The smile of a true leader. (Charles LeClaire-USA TODAY Sports)

2010 was also the season that Hernandez won the American League Cy Young Award.

With 13 wins.

The case of King Felix provides a proper transition into digressing upon the subjectivity and, to put in bluntly, the uselessness of wins as a stat for pitchers.

Within the confines of the 2013 Milwaukee Brewers, Kyle Lohse examples this notion to its full extent. Lohse has been the Brewers’ top starting pitcher, posting a 3.53 earned run average and 3.77 FIP, both tops among Milwaukee starters.

Yet, the first stat shown following the score in the game recap, one of the pitching triple crown categories, and the number by which the careers of most pitchers are assessed shows that Lohse really hasn’t been worthy of much praise.

Kyle Lohse has one win.

Through seven weeks, does this void the value of signing Kyle Lohse? I mean, he won 16 games last season and has one this year, right? Start the mob! Incite the riot! Send Kyle Lohse back to St. Louis where he’ll throw complete game shutouts!

Or come to grips that using wins as a primary way to assess a pitcher’s value makes less sense than asking Bob Uecker to run a marathon.

Wins are not only dependent on how well/poor the starting pitcher pitches on any given day, but also subject to the opposing starter’s performance, the offensive production, any defensive miscues behind the starter, pitch count, managerial decisions, and the bullpen performances of both teams.

For Lohse in 2013, seemingly all of these have gone the wrong way for Lohse.

Lohse holds a 1-4 record, but his ERA would indicate anything but that (Benny Sieu-USA TODAY Sports)

On April 12 at Busch Stadium, he surrendered only six baserunners and two runs in seven innings, yet the Cardinals limited Milwaukee to two hits and no runs over nine innings as Lohse took his first loss as a starter. At the time, it was arguably the top start for any Brewers starter to that point…yet Lohse lost.

Furthermore, Lohse has posted career-high LOB% and BB/9 through seven starts (entering Tuesday night’s start in Pittsburgh) in addition to his highest K/9 rate since 2006. These, along with a FIP that ranks among the top 50 in Major League Baseball, are far more effective in assessing Lohse’s value.

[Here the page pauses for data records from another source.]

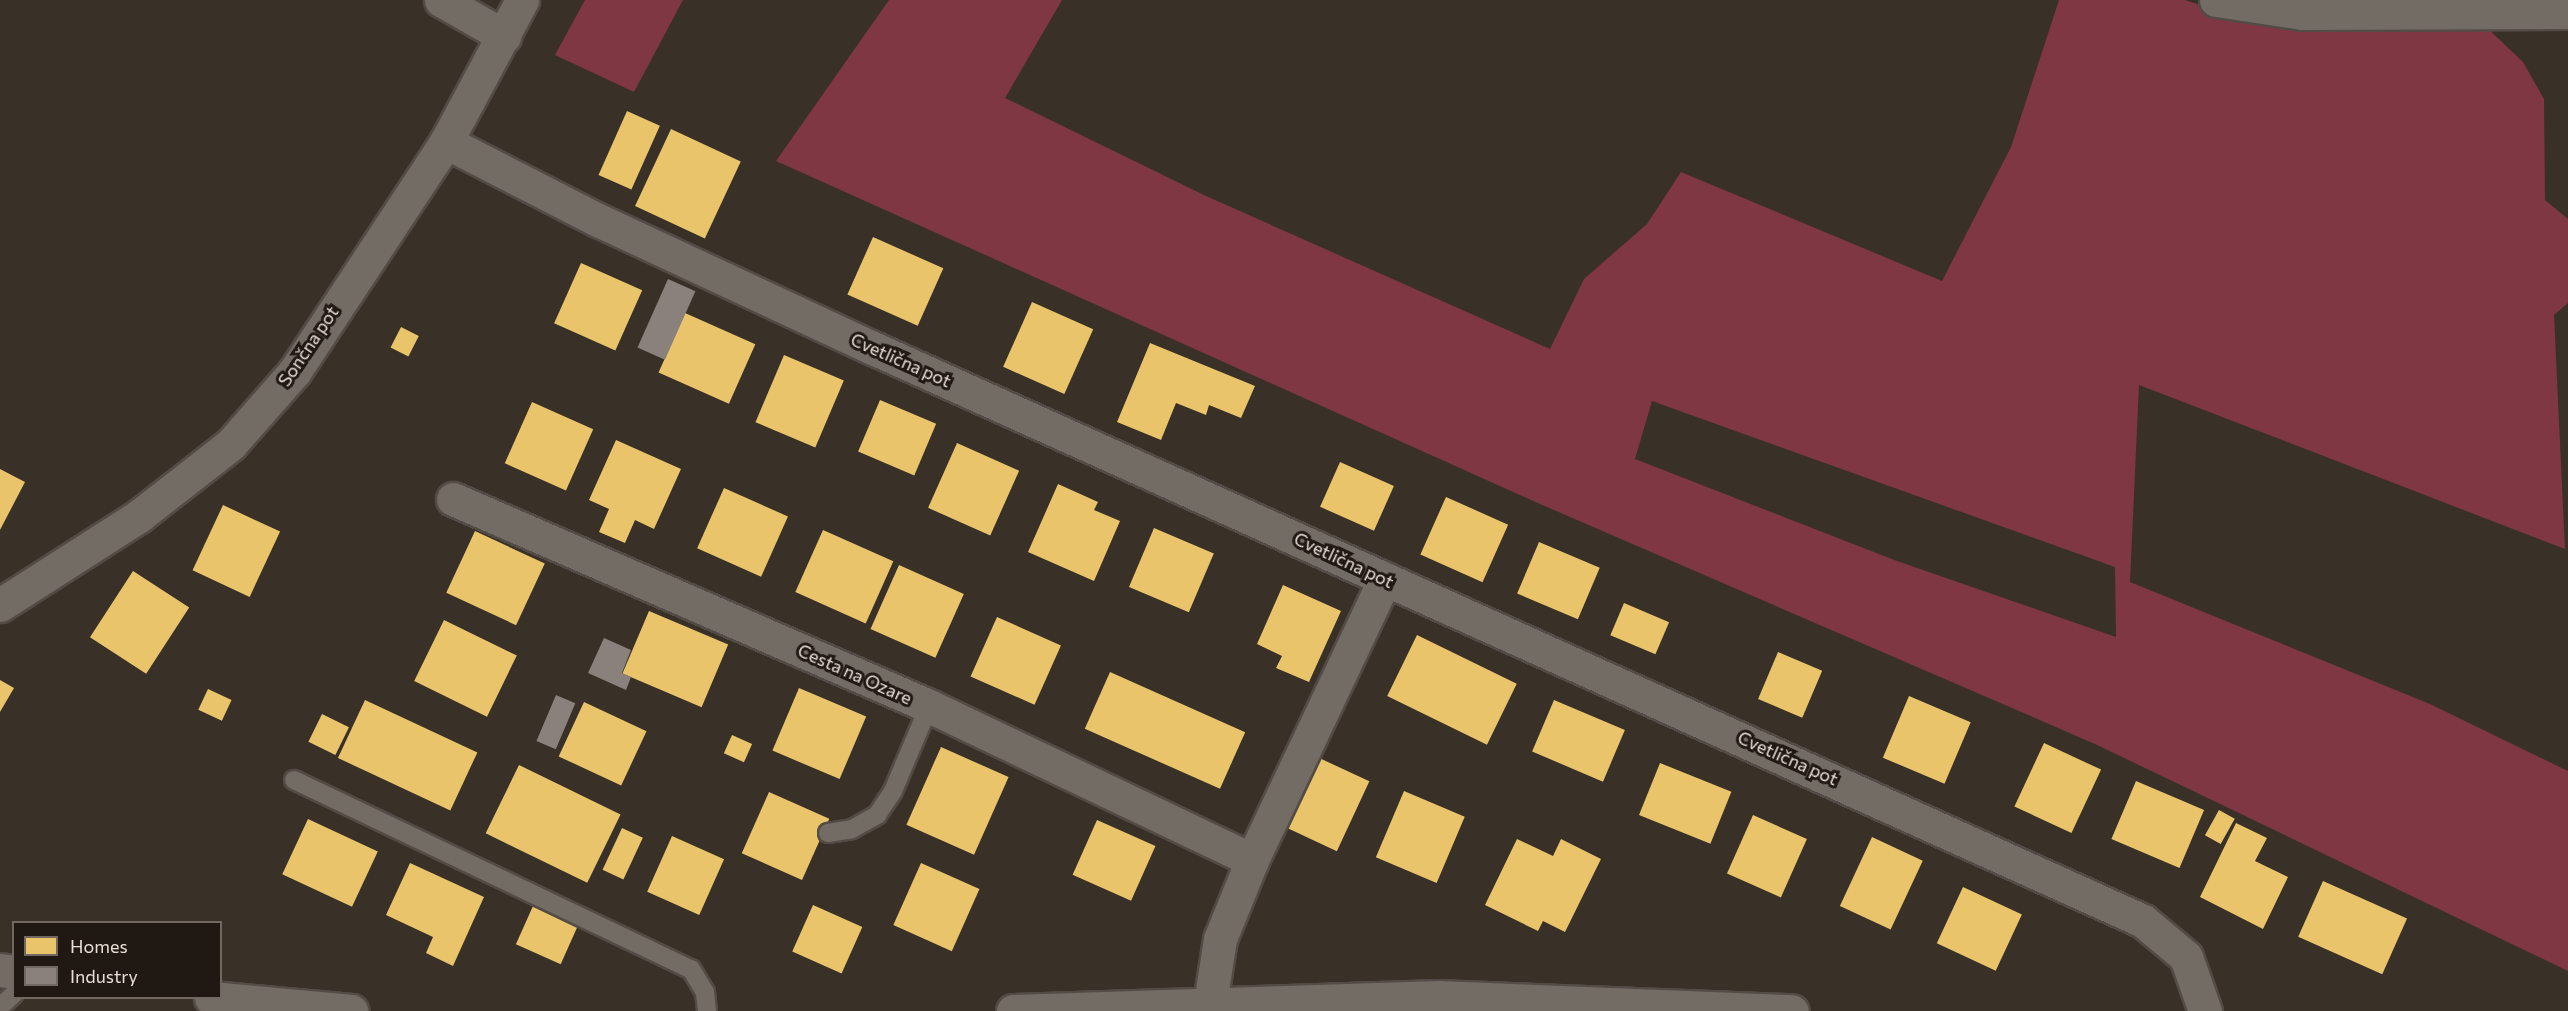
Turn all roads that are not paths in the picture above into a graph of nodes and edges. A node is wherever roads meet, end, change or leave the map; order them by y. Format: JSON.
{"nodes":[{"id":1,"x":441,"y":0,"type":"edge"},
{"id":2,"x":522,"y":0,"type":"edge"},
{"id":3,"x":2216,"y":0,"type":"edge"},
{"id":4,"x":2524,"y":6,"type":"edge"},
{"id":5,"x":2568,"y":12,"type":"edge"},
{"id":6,"x":504,"y":36,"type":"junction"},
{"id":7,"x":446,"y":142,"type":"junction"},
{"id":8,"x":453,"y":499,"type":"dead end"},
{"id":9,"x":1385,"y":579,"type":"junction"},
{"id":10,"x":0,"y":605,"type":"edge"},
{"id":11,"x":929,"y":706,"type":"junction"},
{"id":12,"x":294,"y":780,"type":"dead end"},
{"id":13,"x":828,"y":832,"type":"dead end"},
{"id":14,"x":1252,"y":860,"type":"junction"},
{"id":15,"x":12,"y":996,"type":"edge"},
{"id":16,"x":222,"y":999,"type":"edge"},
{"id":17,"x":1210,"y":1003,"type":"junction"},
{"id":18,"x":1268,"y":1006,"type":"edge"},
{"id":19,"x":0,"y":1007,"type":"edge"},
{"id":20,"x":351,"y":1011,"type":"edge"},
{"id":21,"x":707,"y":1011,"type":"edge"},
{"id":22,"x":1013,"y":1011,"type":"edge"},
{"id":23,"x":1791,"y":1011,"type":"edge"},
{"id":24,"x":2205,"y":1011,"type":"edge"}],
"edges":[{"from":1,"to":6,"type":"street"},
{"from":2,"to":6,"type":"street","name":"Sončna pot"},
{"from":3,"to":4,"type":"street"},
{"from":4,"to":5,"type":"street"},
{"from":6,"to":7,"type":"street","name":"Sončna pot"},
{"from":7,"to":9,"type":"street","name":"Cvetlična pot"},
{"from":7,"to":10,"type":"street","name":"Sončna pot"},
{"from":8,"to":11,"type":"street","name":"Cesta na Ozare"},
{"from":9,"to":14,"type":"street"},
{"from":9,"to":24,"type":"street","name":"Cvetlična pot"},
{"from":11,"to":13,"type":"lane"},
{"from":11,"to":14,"type":"street","name":"Cesta na Ozare"},
{"from":12,"to":21,"type":"lane"},
{"from":14,"to":17,"type":"street"},
{"from":15,"to":19,"type":"lane"},
{"from":16,"to":20,"type":"street"},
{"from":17,"to":18,"type":"street"},
{"from":17,"to":22,"type":"street"},
{"from":18,"to":23,"type":"street"}]}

Rather simply, Lohse has just been unlucky this season–arguably the unluckiest pitcher in all of baseball. Repeatedly he has been “squeezed” by home plate umpires, seemingly more so than other starters(on May 3, what should have been an inning-ended strike three according to Pitch F/X and Lohse himself was called a ball, and Matt Holliday took advantage of the new life by blasting a two-run homer off the scoreboard).

In his four losses, Lohse has been the recipient of three runs of support. Outside of a seven-run outburst against San Diego, the offense has provided Lohse with seven runs in six starts.

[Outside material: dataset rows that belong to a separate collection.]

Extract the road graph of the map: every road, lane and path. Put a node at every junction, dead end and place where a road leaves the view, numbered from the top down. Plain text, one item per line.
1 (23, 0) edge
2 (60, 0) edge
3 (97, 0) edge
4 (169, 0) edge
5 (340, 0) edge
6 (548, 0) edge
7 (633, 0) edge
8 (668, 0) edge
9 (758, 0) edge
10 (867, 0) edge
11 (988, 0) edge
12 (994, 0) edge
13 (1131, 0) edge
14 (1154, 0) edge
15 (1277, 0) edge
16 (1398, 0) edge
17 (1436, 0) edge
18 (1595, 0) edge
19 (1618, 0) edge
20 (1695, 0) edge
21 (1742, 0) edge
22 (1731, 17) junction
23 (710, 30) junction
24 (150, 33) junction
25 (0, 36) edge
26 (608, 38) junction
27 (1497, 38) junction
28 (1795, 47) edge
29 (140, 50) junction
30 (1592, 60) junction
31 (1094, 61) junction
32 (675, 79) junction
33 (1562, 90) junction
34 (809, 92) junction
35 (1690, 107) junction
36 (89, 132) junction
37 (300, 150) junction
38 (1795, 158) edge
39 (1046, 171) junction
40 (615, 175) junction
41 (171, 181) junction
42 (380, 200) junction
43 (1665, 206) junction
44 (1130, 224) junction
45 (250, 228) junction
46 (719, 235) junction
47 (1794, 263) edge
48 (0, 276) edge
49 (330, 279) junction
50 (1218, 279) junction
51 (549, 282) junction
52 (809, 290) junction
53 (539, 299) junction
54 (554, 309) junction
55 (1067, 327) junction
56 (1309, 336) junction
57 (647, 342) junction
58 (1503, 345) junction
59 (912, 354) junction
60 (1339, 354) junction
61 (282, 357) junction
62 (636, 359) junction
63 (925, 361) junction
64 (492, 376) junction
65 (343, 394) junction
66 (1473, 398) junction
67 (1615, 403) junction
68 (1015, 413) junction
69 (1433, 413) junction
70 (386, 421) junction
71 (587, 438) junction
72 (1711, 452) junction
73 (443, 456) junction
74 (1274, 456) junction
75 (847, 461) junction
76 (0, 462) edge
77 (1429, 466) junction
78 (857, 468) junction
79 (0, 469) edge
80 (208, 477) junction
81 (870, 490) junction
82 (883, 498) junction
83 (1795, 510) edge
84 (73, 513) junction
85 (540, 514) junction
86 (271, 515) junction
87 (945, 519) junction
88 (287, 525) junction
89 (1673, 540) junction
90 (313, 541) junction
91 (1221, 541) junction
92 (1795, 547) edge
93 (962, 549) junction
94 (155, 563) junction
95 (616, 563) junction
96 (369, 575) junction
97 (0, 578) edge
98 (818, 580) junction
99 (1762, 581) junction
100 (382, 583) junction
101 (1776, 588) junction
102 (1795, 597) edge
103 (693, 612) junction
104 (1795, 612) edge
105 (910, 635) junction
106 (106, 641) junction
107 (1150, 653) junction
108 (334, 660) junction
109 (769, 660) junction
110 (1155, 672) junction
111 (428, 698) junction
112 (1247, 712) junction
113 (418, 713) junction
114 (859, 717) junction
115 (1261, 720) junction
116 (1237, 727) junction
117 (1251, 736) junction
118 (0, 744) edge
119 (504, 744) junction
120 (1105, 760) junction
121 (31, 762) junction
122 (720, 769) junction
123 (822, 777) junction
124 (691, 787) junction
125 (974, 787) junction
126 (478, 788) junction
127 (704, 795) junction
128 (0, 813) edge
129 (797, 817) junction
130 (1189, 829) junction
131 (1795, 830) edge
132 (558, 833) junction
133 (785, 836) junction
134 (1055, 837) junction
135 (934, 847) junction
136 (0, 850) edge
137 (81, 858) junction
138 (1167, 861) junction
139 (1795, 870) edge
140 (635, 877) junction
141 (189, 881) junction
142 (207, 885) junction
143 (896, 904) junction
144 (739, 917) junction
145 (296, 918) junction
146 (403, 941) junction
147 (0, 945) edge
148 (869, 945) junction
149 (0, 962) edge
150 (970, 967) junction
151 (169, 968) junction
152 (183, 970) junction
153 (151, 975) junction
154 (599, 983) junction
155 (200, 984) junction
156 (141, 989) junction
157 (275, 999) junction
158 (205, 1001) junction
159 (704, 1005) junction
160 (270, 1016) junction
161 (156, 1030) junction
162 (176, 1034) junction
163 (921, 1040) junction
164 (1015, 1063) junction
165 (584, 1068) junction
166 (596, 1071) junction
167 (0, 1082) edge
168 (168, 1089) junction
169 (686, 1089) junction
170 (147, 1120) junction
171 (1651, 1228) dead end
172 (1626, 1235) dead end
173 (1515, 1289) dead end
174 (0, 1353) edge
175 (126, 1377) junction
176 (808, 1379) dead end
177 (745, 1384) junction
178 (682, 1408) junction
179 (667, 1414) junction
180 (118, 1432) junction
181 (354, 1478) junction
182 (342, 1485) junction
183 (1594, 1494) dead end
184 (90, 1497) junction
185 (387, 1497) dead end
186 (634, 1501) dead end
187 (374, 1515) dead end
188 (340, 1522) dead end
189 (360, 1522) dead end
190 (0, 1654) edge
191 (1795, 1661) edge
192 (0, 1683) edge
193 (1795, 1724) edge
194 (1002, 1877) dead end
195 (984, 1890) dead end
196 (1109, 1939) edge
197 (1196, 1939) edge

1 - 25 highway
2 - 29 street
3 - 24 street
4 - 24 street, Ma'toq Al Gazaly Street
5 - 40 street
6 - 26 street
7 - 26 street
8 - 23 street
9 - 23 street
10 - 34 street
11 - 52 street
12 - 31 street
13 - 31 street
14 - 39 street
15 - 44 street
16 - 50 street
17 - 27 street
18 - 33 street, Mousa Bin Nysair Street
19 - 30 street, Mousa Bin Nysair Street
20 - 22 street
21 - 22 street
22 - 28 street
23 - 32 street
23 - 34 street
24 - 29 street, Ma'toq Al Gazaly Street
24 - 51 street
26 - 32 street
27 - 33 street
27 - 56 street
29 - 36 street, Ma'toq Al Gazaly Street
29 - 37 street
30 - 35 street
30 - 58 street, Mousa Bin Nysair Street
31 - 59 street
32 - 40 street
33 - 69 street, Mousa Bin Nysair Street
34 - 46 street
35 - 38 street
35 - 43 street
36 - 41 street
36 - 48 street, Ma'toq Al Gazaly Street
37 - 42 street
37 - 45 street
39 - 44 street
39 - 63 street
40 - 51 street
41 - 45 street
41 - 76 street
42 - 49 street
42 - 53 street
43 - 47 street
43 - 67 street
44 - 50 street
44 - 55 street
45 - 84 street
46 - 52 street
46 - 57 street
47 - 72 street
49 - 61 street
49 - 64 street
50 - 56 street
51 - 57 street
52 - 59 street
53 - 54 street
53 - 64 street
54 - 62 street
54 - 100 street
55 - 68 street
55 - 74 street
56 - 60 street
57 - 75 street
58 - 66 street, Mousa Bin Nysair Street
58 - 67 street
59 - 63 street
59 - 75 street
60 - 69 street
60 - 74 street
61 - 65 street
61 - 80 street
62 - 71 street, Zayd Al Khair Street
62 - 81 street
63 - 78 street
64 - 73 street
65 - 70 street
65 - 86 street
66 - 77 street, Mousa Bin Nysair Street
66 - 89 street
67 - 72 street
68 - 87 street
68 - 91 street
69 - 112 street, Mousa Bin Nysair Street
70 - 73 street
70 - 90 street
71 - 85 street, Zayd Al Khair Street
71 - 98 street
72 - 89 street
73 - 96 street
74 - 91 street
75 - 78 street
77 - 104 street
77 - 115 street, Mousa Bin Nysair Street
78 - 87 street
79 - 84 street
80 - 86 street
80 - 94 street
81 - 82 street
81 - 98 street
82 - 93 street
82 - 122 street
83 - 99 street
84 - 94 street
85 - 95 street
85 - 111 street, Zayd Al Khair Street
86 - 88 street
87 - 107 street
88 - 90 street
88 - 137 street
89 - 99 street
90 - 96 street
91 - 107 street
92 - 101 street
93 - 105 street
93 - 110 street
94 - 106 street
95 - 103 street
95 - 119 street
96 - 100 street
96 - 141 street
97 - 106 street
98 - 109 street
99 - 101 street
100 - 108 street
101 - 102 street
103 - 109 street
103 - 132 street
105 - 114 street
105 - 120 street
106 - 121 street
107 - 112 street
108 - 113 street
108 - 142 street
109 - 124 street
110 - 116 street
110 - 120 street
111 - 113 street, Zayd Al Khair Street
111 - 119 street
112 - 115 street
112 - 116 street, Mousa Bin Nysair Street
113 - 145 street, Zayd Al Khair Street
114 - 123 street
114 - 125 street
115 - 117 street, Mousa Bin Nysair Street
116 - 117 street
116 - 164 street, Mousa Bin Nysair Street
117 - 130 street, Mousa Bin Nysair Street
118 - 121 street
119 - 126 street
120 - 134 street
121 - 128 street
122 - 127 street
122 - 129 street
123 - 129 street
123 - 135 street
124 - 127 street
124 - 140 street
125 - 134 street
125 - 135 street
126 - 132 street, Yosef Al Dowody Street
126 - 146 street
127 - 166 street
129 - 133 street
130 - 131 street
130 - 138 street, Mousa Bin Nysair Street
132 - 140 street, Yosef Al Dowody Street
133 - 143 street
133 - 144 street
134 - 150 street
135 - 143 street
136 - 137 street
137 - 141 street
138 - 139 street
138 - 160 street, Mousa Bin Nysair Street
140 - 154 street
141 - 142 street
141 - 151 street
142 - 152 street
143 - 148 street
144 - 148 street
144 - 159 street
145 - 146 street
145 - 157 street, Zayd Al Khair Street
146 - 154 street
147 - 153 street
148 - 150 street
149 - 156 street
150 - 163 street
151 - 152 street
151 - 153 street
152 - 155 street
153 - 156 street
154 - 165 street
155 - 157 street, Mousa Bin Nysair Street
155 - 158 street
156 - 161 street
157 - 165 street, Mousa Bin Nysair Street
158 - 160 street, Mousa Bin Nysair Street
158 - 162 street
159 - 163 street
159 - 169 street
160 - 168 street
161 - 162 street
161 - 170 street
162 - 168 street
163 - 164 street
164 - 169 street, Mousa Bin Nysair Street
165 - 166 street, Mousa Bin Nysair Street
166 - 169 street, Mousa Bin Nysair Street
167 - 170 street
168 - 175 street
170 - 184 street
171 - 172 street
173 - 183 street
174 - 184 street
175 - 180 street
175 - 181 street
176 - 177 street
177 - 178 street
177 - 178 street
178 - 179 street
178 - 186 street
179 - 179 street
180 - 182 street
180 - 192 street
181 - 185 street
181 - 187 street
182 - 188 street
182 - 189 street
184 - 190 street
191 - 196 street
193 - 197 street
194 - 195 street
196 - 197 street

Good news for Lohse and the Brewers is that, over the course of 162 games, this pattern won’t stay the same. He won’t face Shelby Miller or Adam Wainwright or Clayton Kershaw every fifth day. There’s a Barry Zito or Edwin Jackson in there somewhere. The offense won’t average 2.0 runs per game for him all season. The #LohseLeadership is just too strong.

Once the wins begin to balance out the losses, though, it still won’t even serve as the determining factor for Lohse and for pitchers in general. While it’s nice to register as the winning pitcher, the game of baseball is just so crazy, so unpredictable that they serve far down on the register of ways to evaluate a pitcher.

Just ask Felix Hernandez and his mantelpiece.